En plus des nombreuses légendes racontées par Pallas sur les huit Dragsheds implorés de préférence par les Mongols, je joins ici les légendes de Lhamo (sanscrit Kâlâdevi), Tsangpa (sanscr., Brahma) et Chakdor ou Chakna dordje (sanscr., Vadjrapāni), adversaires des démons.

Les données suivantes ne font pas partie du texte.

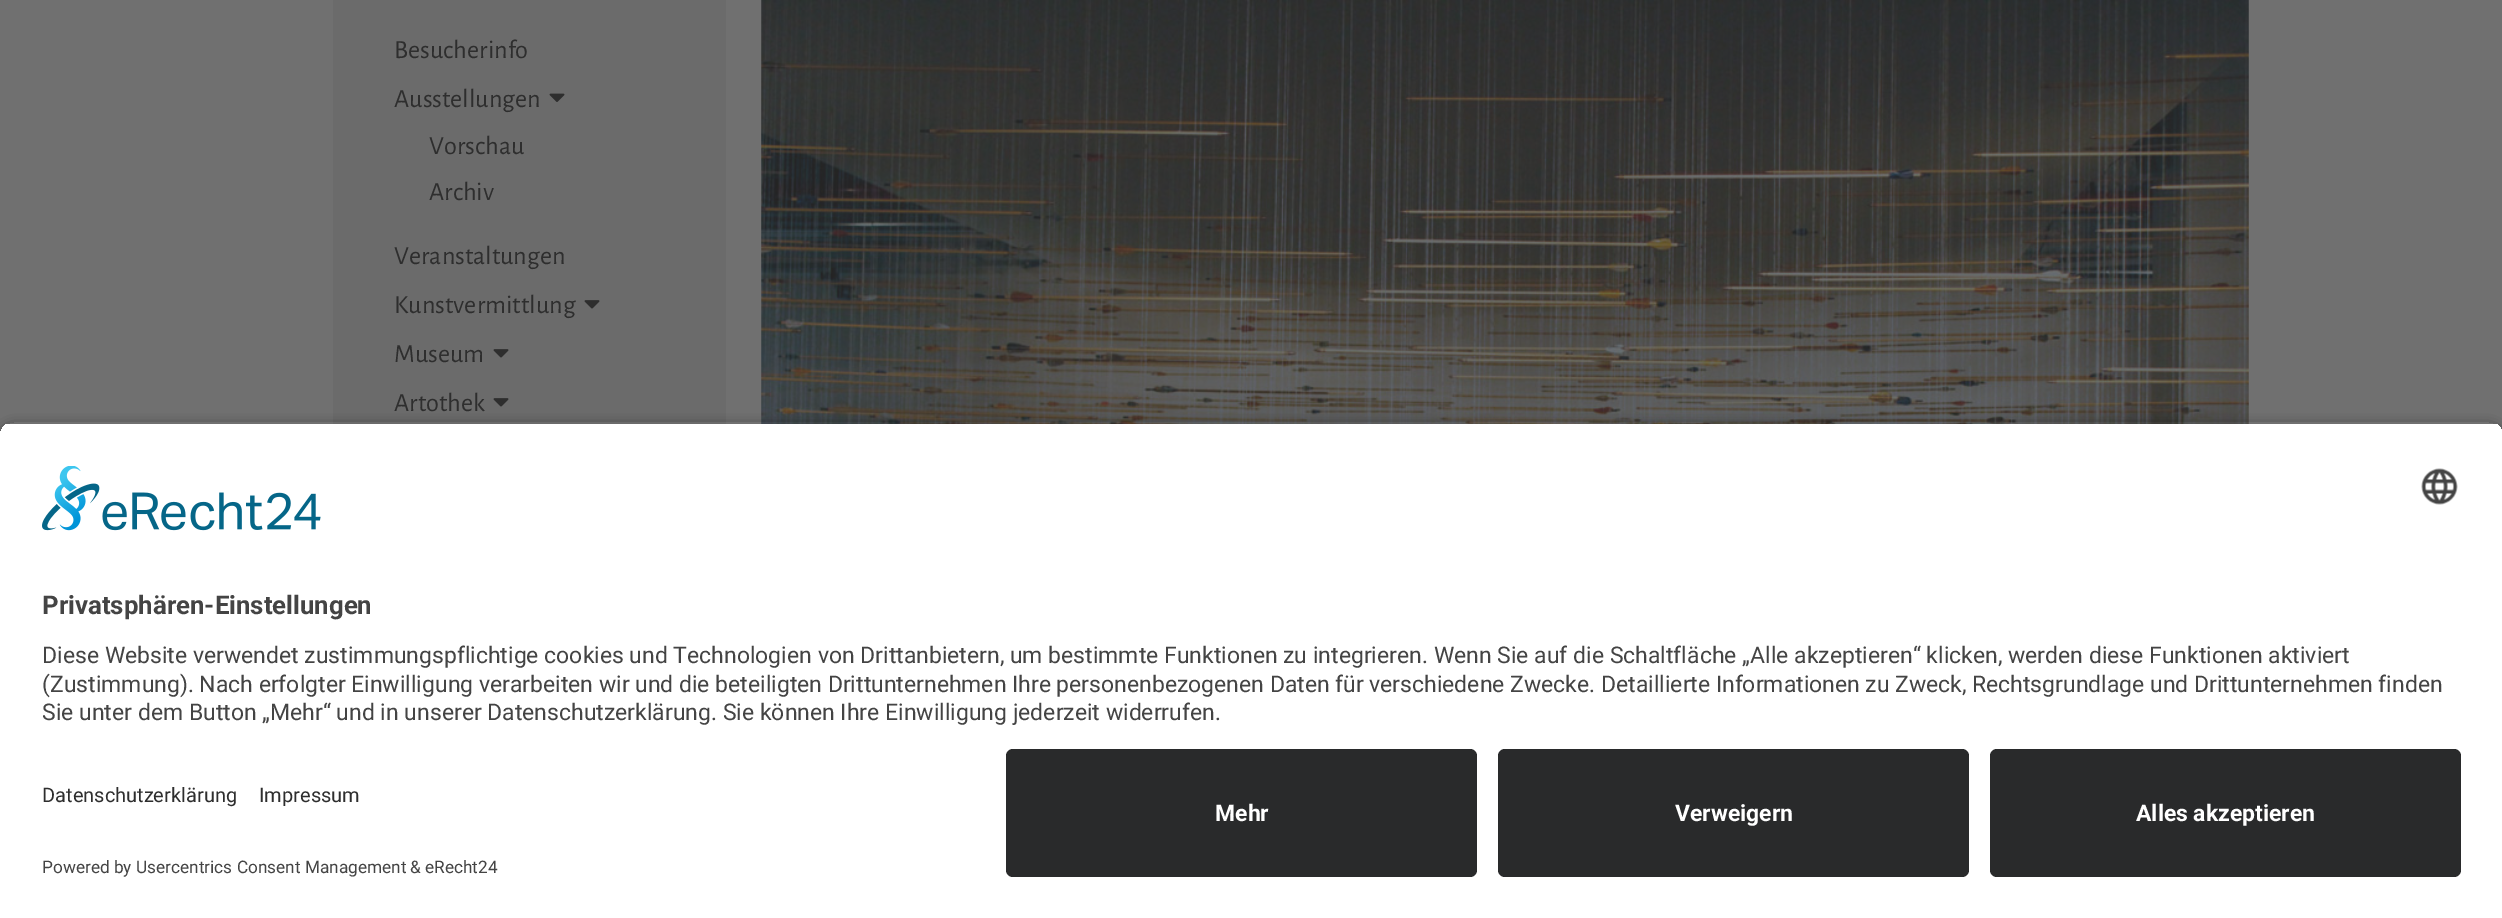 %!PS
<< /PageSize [2502 918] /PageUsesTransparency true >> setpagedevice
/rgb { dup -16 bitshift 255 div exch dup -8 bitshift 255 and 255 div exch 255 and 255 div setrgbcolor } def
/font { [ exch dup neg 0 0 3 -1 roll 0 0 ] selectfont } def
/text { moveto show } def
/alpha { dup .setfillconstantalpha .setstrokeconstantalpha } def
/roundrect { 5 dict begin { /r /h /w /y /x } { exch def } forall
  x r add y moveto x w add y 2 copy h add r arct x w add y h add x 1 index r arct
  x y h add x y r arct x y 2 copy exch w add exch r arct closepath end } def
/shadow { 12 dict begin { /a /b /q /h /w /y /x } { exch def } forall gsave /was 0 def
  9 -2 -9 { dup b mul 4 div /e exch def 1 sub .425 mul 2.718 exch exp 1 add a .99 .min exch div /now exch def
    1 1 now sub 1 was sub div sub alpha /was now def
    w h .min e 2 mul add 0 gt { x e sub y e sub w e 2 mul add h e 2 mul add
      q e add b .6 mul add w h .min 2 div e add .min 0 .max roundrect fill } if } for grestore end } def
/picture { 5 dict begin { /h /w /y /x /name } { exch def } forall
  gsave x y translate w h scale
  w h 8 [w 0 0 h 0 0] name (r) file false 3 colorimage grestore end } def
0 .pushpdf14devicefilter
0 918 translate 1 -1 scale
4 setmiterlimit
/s1 { /AlegreyaSans-Regular 26.25 font 16#2E2E2E rgb } def
/s2 { /Roboto-Bold 25.8 font 16#444444 rgb } def
/s3 { /Roboto-Regular 22.97 font 16#444444 rgb } def
/s4 { /Roboto-Regular 20 font 16#2E2E2E rgb } def
/s5 { /Roboto-Regular 17.25 font 16#444444 rgb } def
/s6 { /Roboto-Bold 22.97 font 16#FFFFFF rgb } def
16#707070 rgb
0 0 2502 918 rectfill
16#6B6B6B rgb
333 0 393 424 rectfill
s1
(Besucherinfo) 394 58 text
(Ausstellungen) 394 107 text
(pic1.raw) 549 93 16 9 picture
(Vorschau) 429 154 text
(Archiv) 429 200 text
(Veranstaltungen) 394 264 text
(Kunstvermittlung) 394 313 text
(pic2.raw) 584 300 16 9 picture
(Museum) 394 362 text
(pic2.raw) 493 349 16 9 picture
(Artothek) 394 411 text
(pic2.raw) 493 398 16 9 picture
(pic3.raw) 761 0 1488 424 picture
gsave
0 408 moveto 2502 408 lineto 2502 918 lineto 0 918 lineto closepath 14 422 moveto 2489 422 lineto 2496.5 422 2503 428.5 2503 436 curveto 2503 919 lineto 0 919 lineto 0 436 lineto 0 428.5 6.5 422 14 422 curveto closepath eoclip newpath
16#000000 rgb
0 427 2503 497 14 6 0.8 shadow
grestore
gsave
14 422 moveto 2489 422 lineto 2496.5 422 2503 428.5 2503 436 curveto 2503 735 lineto 0 735 lineto 0 436 lineto 0 428.5 6.5 422 14 422 curveto closepath clip newpath
16#FFFFFF rgb
0 424 2502 311 rectfill
grestore
(pic4.raw) 42 466 279 65 picture
(pic5.raw) 2421 468 37 37 picture
s2
(Privatsphären-Einstellungen) 42 614 text
s3
(Diese Website verwendet zustimmungspflichtige cookies und Technologien von Drittanbietern, um bestimmte Funktionen zu integrieren. Wenn Sie auf die Schaltfläche „Alle akzeptieren“ klicken, werden diese Funktionen aktiviert) 42 663 text
42 692 moveto -0.1 0 32 (\(Zustimmung\). Nach erfolgter Einwilligung verarbeiten wir und die beteiligten Drittunternehmen Ihre personenbezogenen Daten für verschiedene Zwecke. Detaillierte Informationen zu Zweck, Rechtsgrundlage und Drittunternehmen finden) widthshow
(Sie unter dem Button „Mehr“ und in unserer Datenschutzerklärung. Sie können Ihre Einwilligung jederzeit widerrufen.) 42 720 text
16#FFFFFF rgb
0 735 2502 183 rectfill
s4
(Datenschutzerklärung) 42 802 text
(Impressum) 259 802 text
s5
(Powered by Usercentrics Consent Management) 42 873 text
(& eRecht24) 410 873 text
16#292A2B rgb
1006 749 471 128 7 roundrect fill
s6
(Mehr) 1215 821 text
16#292A2B rgb
1498 749 471 128 7 roundrect fill
s6
(Verweigern) 1675 821 text
16#292A2B rgb
1990 749 471 128 7 roundrect fill
s6
(Alles akzeptieren) 2136 821 text
.poppdf14devicefilter showpage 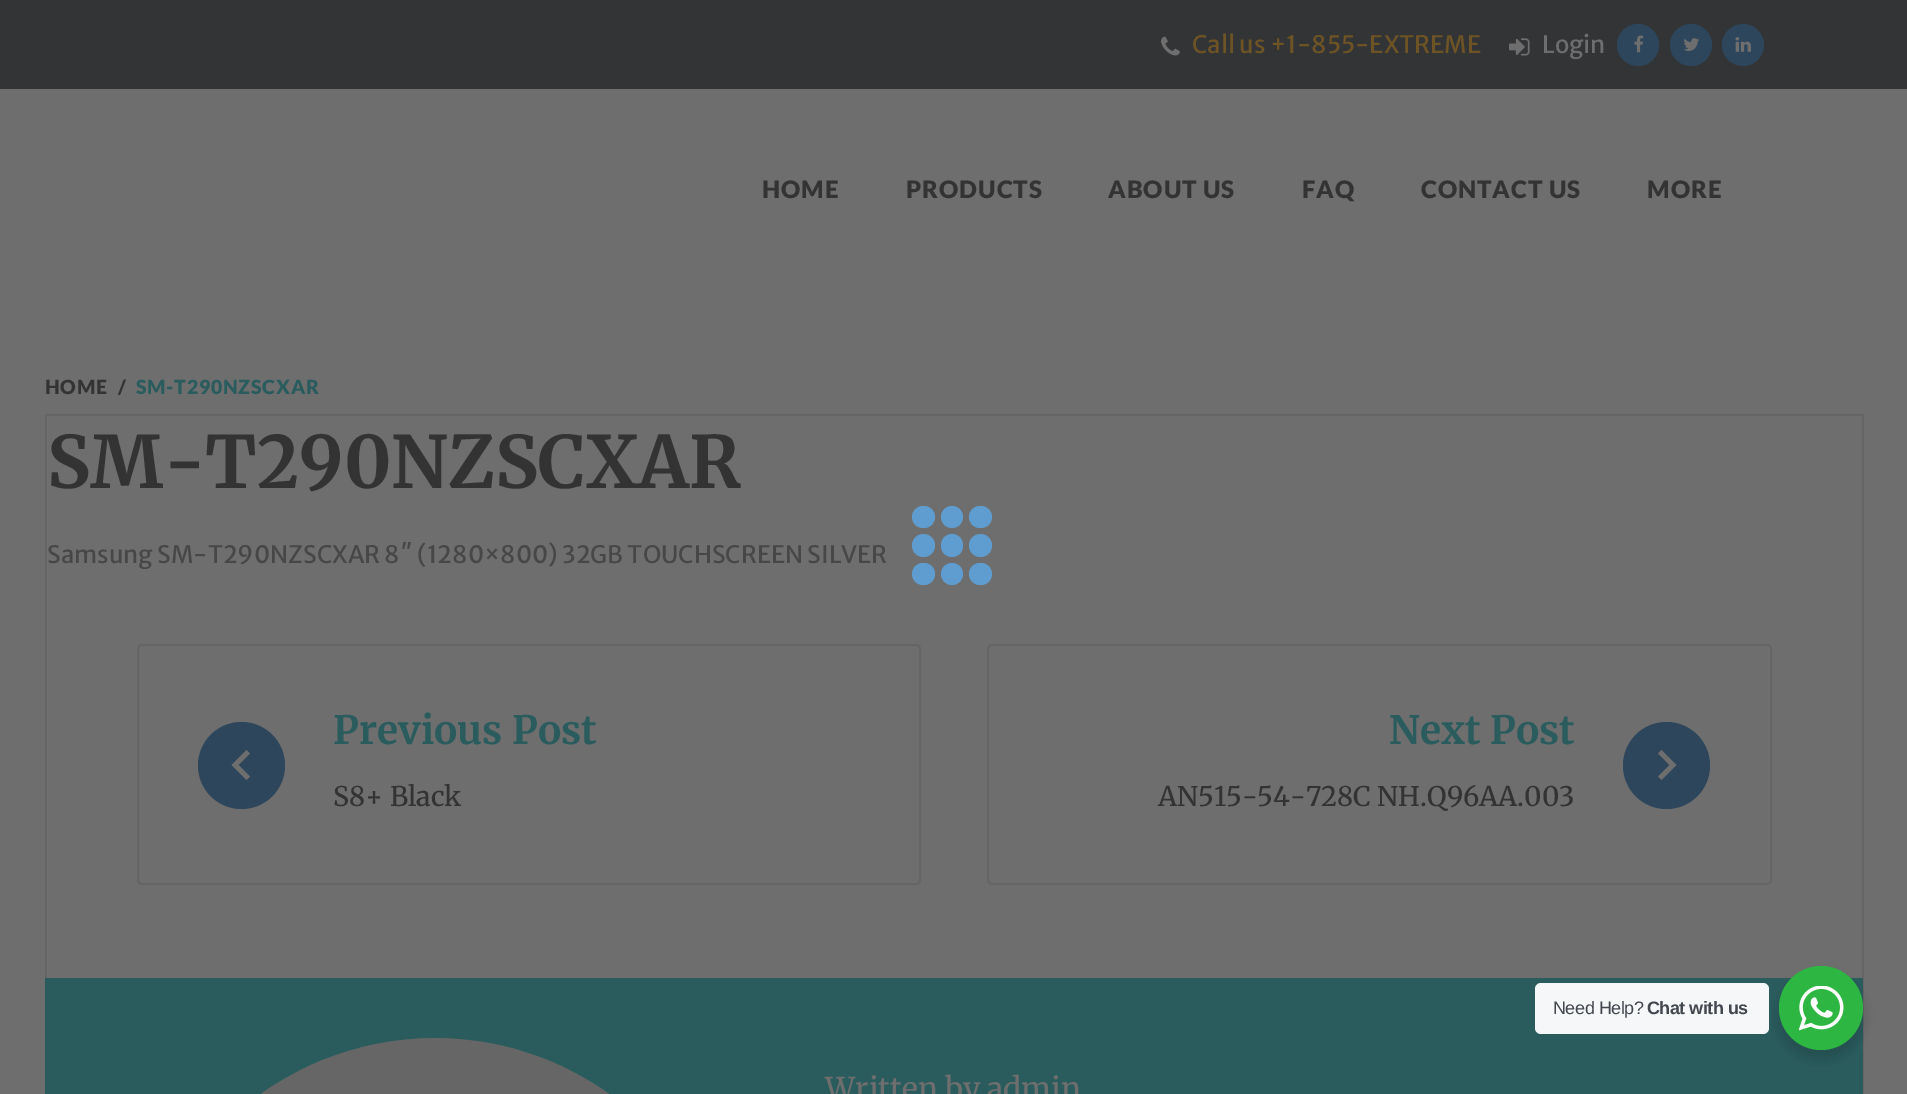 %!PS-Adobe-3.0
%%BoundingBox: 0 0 1907 1094
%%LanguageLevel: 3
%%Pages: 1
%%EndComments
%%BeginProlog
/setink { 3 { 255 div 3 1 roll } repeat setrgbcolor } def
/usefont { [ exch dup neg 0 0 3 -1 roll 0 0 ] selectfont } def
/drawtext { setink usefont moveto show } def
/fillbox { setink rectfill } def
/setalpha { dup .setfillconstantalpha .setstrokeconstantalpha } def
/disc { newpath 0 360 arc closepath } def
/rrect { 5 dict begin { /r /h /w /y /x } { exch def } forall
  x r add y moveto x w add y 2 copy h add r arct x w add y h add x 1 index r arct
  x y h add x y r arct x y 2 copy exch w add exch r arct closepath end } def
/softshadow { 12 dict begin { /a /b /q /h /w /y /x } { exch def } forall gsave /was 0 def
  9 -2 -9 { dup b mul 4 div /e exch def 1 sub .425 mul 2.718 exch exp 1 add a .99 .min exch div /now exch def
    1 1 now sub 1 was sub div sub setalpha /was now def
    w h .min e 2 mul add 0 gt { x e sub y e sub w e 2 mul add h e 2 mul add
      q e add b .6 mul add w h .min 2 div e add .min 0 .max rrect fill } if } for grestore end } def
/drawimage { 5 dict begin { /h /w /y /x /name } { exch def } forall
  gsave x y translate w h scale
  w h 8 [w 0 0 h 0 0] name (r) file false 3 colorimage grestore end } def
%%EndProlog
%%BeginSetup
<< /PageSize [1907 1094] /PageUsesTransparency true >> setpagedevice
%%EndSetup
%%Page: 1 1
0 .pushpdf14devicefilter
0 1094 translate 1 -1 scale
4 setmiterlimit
0 0 1907 1094 110 110 110 fillbox
0 0 1907 89 50 52 54 fillbox
(assets/img1.rgb) 1161 36 19 20 drawimage
(Call us +1-855-EXTREME) 1192 53 /MerriweatherSans-Regular 24 110 84 36 drawtext
(assets/img2.rgb) 1509 38 21 18 drawimage
(Login) 1542 53 /MerriweatherSans-Regular 24 110 110 110 drawtext
45 70 91 setink
1638 45 21 disc fill
(assets/img3.rgb) 1634 35 10 18 drawimage
1691 45 21 disc fill
(assets/img4.rgb) 1683 38 17 13 drawimage
1743 45 21 disc fill
(assets/img5.rgb) 1735 37 16 15 drawimage
/Lato-Black 24 usefont
51 51 51 setink
762 198 moveto 1 0 (HOME) ashow
906 198 moveto 1 0 (PRODUCTS) ashow
1108 198 moveto 1 0 (ABOUT US) ashow
1302 198 moveto 1 0 (FAQ) ashow
1421 198 moveto 1 0 (CONTACT US) ashow
1647 198 moveto 1 0 (MORE) ashow
/Lato-Black 19.5 usefont
45 394 moveto 0.75 0 (HOME) ashow
118 394 moveto 0.75 0 (/) ashow
42 92 94 setink
136 394 moveto 0.75 0 (SM-T290NZSCXAR) ashow
1862 414 2 680 101 101 103 fillbox
45 414 2 564 101 101 103 fillbox
47 414 1815 2 101 101 103 fillbox
(SM-T290NZSCXAR) 47 488 /Merriweather-Bold 72 51 51 51 drawtext
(Samsung SM-T290NZSCXAR 8″ \(1280×800\) 32GB TOUCHSCREEN SILVER) 47 563 /MerriweatherSans-Regular 24 71 71 71 drawtext
101 101 103 setink
2 setlinewidth
138 645 782 239 4 rrect stroke
45 70 91 setink
241.5 765.5 43.5 disc fill
110 110 110 setink
250 753.5 moveto 238.5 765 lineto 250 776.5 lineto 246.5 780 lineto 231.5 765 lineto 246.5 750 lineto closepath fill
(Previous Post) 333 744 /Merriweather-Bold 39 42 92 94 drawtext
(S8+ Black) 333 806 /Merriweather-Medium 27 51 51 51 drawtext
101 101 103 setink
988 645 783 239 4 rrect stroke
(Next Post) 1389 744 /Merriweather-Bold 39 42 92 94 drawtext
45 70 91 setink
1666.5 765.5 43.5 disc fill
110 110 110 setink
1661.5 750 moveto 1676.5 765 lineto 1661.5 780 lineto 1658 776.5 lineto 1669.5 765 lineto 1658 753.5 lineto closepath fill
(AN515-54-728C NH.Q96AA.003) 1158 806 /Merriweather-Medium 27 51 51 51 drawtext
45 978 1818 116 42 92 94 fillbox
(assets/img6.rgb) 260 1038 350 56 drawimage
(Written by admin) 825 1099 /Merriweather-Medium 30 110 110 110 drawtext
95 157 208 setink
912 506 23 22 11 rrect fill
952 517 11 disc fill
969 506 23 22 11 rrect fill
923.5 545.5 11.5 disc fill
941 534 22 23 11 rrect fill
980.5 545.5 11.5 disc fill
912 563 23 22 11 rrect fill
952 574 11 disc fill
969 563 23 22 11 rrect fill
0 0 0 setink
1776 972 90 90 45 6 0.14 softshadow
245 247 249 setink
1535 983 234 51 6 rrect fill
/LiberationSans-Regular 18 usefont
67 71 78 setink
1553 1014 moveto -0.5 0 (Need Help?) ashow
/LiberationSans-Bold 18 usefont
1647 1014 moveto -0.5 0 (Chat with us) ashow
45 183 66 setink
1821 1008 42 disc fill
(assets/img7.rgb) 1799 986 45 45 drawimage
.poppdf14devicefilter showpage
%%EOF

LÉGENDE DE LHAMO (SANSCRIT KÂLÂDEVI)

La déesse Lhamo[1] était mariée avec Shindje, roi des Doudpos qui, à l’époque de ce mariage, prit la forme du roi de Ceylan. La déesse avait fait vœu d’adoucir les habitudes cruelles et méchantes de son époux et de le bien disposer pour la religion du Bouddha, ou, si elle échouait, d’exterminer une race royale si hostile à sa croyance, par le meurtre des enfants qui pourraient naître de son mariage. Par malheur il n’était pas en son pouvoir de changer les mauvais instincts de son époux et elle résolut de tuer son fils, tendrement aimé par le roi, qui voyait en lui l’instrument futur de la ruine complète du bouddhisme à Ceylan. Pendant une absence de ce monarque, la déesse met son projet à exécution ; elle écorche vif son enfant, boit son sang dans son crâne et mange sa chair ; puis elle quitte le palais et se dirige vers sa patrie septentrionale. De la peau de son fils elle fait une selle pour le meilleur cheval des écuries du palais. À son retour le roi, apprenant ce qui s’était passé, saisit un arc et avec une incantation terrible, décoche une flèche empoisonnée à sa redoutable épouse. La flèche frappe le dos du cheval et y reste fixée ; mais la reine neutralise l’effet de l’imprécation, arrache l’arme mortelle et prononce la sentence suivante : « Puisse la blessure de mon cheval devenir un œil assez large pour embrasser d’un seul regard les vingt-quatre régions et puissé-je moi-même exterminer la race de ces méchants rois de Ceylan ! » Elle continue son voyage vers le Nord, traversant en grande hâte l’Inde, le

  1. Dans une prière adressée à cette déesse, qui est imprimée planche XII, elle est invoquée sous le nom de Rima. Cette légende est relatée dans le livre Paldan Lhamoi kang shag, se confesser devant la vénérable Lhamo. Ce traité se lit quand on offre un sacrifice à la déesse. Un exemplaire de ce livre en tibétain et en mongol est à la bibliothèque de l’université de Saint-Pétersbourg. L’édition mongole présente quelques détails en kalmouk, qui n’existent pas dans la version tibétaine.